Dataset entries
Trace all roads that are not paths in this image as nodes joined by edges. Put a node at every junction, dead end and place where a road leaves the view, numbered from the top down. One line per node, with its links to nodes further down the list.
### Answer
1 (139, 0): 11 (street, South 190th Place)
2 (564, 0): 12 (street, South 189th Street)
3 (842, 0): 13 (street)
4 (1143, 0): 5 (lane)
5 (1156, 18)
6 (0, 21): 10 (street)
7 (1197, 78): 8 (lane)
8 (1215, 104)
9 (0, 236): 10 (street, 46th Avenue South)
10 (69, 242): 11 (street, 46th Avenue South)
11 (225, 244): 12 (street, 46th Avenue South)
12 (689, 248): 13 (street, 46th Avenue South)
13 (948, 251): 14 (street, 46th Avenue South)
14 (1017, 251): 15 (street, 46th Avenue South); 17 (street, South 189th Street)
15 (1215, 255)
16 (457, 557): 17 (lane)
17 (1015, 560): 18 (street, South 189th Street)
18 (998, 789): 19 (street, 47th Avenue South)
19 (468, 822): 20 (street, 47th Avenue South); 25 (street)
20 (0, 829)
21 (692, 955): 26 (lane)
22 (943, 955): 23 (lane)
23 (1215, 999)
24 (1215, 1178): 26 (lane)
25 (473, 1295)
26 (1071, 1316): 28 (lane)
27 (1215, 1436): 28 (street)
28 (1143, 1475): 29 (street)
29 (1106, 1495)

▶ To do:
Each record should come back exactly as written.

▶ Response:
Trace all roads that are not paths in this image as nodes joined by edges. Put a node at every junction, dead end and place where a road leaves the view, numbered from the top down. One line per node, with its links to nodes further down the list.
### Answer
1 (139, 0): 11 (street, South 190th Place)
2 (564, 0): 12 (street, South 189th Street)
3 (842, 0): 13 (street)
4 (1143, 0): 5 (lane)
5 (1156, 18)
6 (0, 21): 10 (street)
7 (1197, 78): 8 (lane)
8 (1215, 104)
9 (0, 236): 10 (street, 46th Avenue South)
10 (69, 242): 11 (street, 46th Avenue South)
11 (225, 244): 12 (street, 46th Avenue South)
12 (689, 248): 13 (street, 46th Avenue South)
13 (948, 251): 14 (street, 46th Avenue South)
14 (1017, 251): 15 (street, 46th Avenue South); 17 (street, South 189th Street)
15 (1215, 255)
16 (457, 557): 17 (lane)
17 (1015, 560): 18 (street, South 189th Street)
18 (998, 789): 19 (street, 47th Avenue South)
19 (468, 822): 20 (street, 47th Avenue South); 25 (street)
20 (0, 829)
21 (692, 955): 26 (lane)
22 (943, 955): 23 (lane)
23 (1215, 999)
24 (1215, 1178): 26 (lane)
25 (473, 1295)
26 (1071, 1316): 28 (lane)
27 (1215, 1436): 28 (street)
28 (1143, 1475): 29 (street)
29 (1106, 1495)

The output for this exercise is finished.